* _SOURCE MATERIAL_:
--- START ---

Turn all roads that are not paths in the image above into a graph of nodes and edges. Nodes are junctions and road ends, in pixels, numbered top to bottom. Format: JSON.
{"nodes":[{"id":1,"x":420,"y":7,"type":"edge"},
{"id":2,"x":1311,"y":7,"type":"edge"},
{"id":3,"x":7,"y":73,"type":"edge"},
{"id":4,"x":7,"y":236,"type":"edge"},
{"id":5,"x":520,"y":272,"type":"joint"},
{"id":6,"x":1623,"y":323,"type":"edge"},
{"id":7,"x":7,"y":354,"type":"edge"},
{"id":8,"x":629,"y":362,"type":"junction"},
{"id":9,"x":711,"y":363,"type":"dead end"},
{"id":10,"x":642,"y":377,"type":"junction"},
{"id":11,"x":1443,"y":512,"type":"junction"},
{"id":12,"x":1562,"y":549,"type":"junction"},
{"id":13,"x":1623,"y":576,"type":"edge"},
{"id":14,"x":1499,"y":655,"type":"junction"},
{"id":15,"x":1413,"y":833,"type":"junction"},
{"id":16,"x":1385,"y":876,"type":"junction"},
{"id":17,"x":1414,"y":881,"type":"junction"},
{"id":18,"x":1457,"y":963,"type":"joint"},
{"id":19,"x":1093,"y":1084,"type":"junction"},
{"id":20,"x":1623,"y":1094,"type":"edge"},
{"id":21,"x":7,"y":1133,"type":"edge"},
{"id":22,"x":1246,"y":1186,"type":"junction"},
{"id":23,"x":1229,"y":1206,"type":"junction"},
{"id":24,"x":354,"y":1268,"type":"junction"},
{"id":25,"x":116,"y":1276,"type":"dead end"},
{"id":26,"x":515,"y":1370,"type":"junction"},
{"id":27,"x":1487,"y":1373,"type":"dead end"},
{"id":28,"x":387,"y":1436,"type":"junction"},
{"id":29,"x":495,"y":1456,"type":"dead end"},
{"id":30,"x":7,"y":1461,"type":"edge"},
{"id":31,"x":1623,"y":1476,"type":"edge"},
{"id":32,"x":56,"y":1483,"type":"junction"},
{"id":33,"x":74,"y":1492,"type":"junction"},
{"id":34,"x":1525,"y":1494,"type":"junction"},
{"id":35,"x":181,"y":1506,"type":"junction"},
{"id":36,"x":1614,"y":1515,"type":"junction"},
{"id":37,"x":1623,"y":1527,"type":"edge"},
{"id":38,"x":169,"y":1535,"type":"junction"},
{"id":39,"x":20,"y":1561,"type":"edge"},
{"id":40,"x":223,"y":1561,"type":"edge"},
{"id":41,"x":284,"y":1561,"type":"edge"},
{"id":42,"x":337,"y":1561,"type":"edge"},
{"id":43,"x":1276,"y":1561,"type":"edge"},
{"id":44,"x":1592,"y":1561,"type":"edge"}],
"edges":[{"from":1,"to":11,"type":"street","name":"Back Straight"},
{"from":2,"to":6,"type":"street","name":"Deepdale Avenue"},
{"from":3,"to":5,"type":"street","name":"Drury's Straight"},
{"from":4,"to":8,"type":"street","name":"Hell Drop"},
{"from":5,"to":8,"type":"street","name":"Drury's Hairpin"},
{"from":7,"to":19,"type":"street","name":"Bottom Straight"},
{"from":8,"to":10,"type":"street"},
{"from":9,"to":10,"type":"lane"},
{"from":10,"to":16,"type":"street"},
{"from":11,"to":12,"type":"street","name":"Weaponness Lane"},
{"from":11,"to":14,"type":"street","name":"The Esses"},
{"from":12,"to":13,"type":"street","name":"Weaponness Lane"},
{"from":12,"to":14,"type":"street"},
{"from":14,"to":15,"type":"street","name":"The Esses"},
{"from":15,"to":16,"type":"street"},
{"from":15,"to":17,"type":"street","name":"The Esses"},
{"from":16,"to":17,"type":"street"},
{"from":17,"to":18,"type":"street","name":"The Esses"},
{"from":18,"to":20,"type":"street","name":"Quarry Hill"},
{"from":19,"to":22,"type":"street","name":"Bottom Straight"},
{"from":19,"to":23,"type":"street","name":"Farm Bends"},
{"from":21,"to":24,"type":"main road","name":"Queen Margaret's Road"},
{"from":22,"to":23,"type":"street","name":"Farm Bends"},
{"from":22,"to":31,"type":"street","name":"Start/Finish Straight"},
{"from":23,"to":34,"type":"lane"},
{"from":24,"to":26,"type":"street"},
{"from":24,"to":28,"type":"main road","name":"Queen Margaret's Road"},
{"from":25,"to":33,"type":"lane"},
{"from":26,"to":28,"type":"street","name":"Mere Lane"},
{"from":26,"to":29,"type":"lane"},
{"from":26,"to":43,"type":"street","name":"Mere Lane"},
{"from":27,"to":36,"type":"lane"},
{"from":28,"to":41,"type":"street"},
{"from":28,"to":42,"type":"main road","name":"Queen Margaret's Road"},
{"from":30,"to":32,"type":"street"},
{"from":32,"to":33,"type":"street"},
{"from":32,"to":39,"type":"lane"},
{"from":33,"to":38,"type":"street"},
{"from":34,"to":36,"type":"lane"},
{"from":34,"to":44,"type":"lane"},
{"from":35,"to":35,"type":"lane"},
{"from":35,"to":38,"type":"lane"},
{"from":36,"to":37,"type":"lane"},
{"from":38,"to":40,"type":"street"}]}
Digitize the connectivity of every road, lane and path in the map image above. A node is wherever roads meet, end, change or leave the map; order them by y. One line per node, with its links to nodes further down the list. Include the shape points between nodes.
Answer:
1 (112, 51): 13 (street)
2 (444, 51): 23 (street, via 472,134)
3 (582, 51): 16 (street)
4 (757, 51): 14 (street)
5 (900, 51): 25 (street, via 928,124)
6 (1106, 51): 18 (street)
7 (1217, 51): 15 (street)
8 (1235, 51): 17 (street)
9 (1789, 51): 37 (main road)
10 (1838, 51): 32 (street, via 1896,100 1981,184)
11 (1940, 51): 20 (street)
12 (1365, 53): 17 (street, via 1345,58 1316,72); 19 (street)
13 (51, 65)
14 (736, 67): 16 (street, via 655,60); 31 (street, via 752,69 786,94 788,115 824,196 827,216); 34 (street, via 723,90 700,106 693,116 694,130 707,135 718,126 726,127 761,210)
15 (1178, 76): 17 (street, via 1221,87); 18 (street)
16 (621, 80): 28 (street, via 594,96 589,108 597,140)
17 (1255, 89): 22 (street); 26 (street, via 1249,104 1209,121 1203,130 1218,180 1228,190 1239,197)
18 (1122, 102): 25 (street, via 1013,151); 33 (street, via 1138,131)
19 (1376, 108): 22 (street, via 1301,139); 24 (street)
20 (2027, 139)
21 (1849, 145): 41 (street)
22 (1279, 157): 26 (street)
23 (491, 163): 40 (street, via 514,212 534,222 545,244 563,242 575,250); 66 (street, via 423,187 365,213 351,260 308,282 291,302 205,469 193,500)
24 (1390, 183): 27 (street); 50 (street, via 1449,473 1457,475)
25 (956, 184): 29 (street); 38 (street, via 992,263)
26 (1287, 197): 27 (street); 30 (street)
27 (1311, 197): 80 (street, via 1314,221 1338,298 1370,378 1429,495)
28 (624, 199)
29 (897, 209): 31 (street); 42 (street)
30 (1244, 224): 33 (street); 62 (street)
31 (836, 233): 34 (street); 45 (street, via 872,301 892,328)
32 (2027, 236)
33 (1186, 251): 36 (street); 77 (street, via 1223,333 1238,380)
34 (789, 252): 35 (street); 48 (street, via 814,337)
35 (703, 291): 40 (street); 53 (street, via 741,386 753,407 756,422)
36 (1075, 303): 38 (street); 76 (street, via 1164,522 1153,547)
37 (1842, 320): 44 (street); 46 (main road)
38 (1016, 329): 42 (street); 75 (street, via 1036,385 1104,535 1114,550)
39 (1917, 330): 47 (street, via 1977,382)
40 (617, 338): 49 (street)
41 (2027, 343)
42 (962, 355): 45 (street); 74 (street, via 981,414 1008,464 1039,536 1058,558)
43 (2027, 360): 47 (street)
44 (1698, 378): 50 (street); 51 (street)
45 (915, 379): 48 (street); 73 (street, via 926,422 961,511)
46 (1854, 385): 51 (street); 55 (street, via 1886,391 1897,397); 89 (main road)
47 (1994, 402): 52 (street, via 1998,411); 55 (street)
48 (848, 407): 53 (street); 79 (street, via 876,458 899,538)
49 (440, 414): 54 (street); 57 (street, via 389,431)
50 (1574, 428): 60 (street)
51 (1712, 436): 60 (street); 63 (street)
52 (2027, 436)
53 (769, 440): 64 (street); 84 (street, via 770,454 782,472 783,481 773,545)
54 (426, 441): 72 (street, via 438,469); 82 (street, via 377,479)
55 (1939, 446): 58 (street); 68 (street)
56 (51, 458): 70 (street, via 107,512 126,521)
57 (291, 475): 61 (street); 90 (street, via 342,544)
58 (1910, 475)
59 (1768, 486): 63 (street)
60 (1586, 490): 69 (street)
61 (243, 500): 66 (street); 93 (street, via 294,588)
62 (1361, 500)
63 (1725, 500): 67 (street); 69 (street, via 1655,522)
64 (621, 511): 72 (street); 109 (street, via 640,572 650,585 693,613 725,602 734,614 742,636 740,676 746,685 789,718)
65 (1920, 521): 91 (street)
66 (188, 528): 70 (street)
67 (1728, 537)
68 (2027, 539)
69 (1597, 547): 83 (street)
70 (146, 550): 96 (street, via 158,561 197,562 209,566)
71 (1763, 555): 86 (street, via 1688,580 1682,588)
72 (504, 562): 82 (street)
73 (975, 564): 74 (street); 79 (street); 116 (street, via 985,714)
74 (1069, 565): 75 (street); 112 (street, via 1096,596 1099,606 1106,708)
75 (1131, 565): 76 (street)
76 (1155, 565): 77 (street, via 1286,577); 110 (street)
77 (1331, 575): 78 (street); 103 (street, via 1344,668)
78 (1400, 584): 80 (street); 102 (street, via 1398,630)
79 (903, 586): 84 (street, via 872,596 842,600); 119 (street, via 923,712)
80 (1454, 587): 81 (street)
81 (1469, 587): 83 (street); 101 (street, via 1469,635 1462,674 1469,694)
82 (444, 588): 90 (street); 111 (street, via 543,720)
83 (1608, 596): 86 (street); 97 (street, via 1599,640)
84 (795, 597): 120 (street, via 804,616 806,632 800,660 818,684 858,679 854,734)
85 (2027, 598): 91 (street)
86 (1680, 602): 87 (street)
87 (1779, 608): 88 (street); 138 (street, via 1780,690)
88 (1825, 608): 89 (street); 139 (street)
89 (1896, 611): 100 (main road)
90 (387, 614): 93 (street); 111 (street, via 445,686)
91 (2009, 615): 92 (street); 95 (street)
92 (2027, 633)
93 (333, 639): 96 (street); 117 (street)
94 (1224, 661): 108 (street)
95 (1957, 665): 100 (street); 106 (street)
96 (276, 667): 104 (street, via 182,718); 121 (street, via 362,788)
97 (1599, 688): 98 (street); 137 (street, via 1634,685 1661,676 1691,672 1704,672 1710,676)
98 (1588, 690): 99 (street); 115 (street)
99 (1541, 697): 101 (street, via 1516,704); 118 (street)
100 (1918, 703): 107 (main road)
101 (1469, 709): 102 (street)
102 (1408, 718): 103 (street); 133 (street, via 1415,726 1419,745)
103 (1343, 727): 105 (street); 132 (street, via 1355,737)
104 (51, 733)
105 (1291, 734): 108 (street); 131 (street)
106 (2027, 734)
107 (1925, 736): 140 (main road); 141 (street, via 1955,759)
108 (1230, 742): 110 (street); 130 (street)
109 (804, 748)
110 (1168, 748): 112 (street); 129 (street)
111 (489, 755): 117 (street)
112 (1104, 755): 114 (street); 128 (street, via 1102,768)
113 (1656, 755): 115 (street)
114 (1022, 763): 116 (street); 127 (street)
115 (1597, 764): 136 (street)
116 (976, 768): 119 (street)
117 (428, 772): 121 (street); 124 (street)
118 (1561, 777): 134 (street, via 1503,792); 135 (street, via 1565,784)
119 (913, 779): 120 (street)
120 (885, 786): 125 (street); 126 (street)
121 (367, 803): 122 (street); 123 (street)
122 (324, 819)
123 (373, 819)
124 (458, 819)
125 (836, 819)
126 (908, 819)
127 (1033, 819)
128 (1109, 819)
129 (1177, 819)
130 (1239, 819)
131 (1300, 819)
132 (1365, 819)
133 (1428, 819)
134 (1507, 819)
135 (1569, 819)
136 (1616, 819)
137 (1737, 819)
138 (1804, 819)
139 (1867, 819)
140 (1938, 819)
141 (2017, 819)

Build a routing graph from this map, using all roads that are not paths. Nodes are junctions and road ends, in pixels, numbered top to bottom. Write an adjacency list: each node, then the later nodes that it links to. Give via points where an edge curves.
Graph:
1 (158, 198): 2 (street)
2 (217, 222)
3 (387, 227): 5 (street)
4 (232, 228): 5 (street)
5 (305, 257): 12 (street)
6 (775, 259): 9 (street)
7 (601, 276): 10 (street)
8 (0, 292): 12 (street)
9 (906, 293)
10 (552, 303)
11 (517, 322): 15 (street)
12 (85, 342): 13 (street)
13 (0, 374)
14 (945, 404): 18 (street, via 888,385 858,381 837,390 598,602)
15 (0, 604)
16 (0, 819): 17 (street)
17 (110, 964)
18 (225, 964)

--- END ---

* _WHAT YOU SHOULD DO_:
What you give back should be the lines from the one with "Build a routing" to the end of the data, copied exactly, both ends included.

* _SOLUTION TO THIS EXERCISE_:
Build a routing graph from this map, using all roads that are not paths. Nodes are junctions and road ends, in pixels, numbered top to bottom. Write an adjacency list: each node, then the later nodes that it links to. Give via points where an edge curves.
Graph:
1 (158, 198): 2 (street)
2 (217, 222)
3 (387, 227): 5 (street)
4 (232, 228): 5 (street)
5 (305, 257): 12 (street)
6 (775, 259): 9 (street)
7 (601, 276): 10 (street)
8 (0, 292): 12 (street)
9 (906, 293)
10 (552, 303)
11 (517, 322): 15 (street)
12 (85, 342): 13 (street)
13 (0, 374)
14 (945, 404): 18 (street, via 888,385 858,381 837,390 598,602)
15 (0, 604)
16 (0, 819): 17 (street)
17 (110, 964)
18 (225, 964)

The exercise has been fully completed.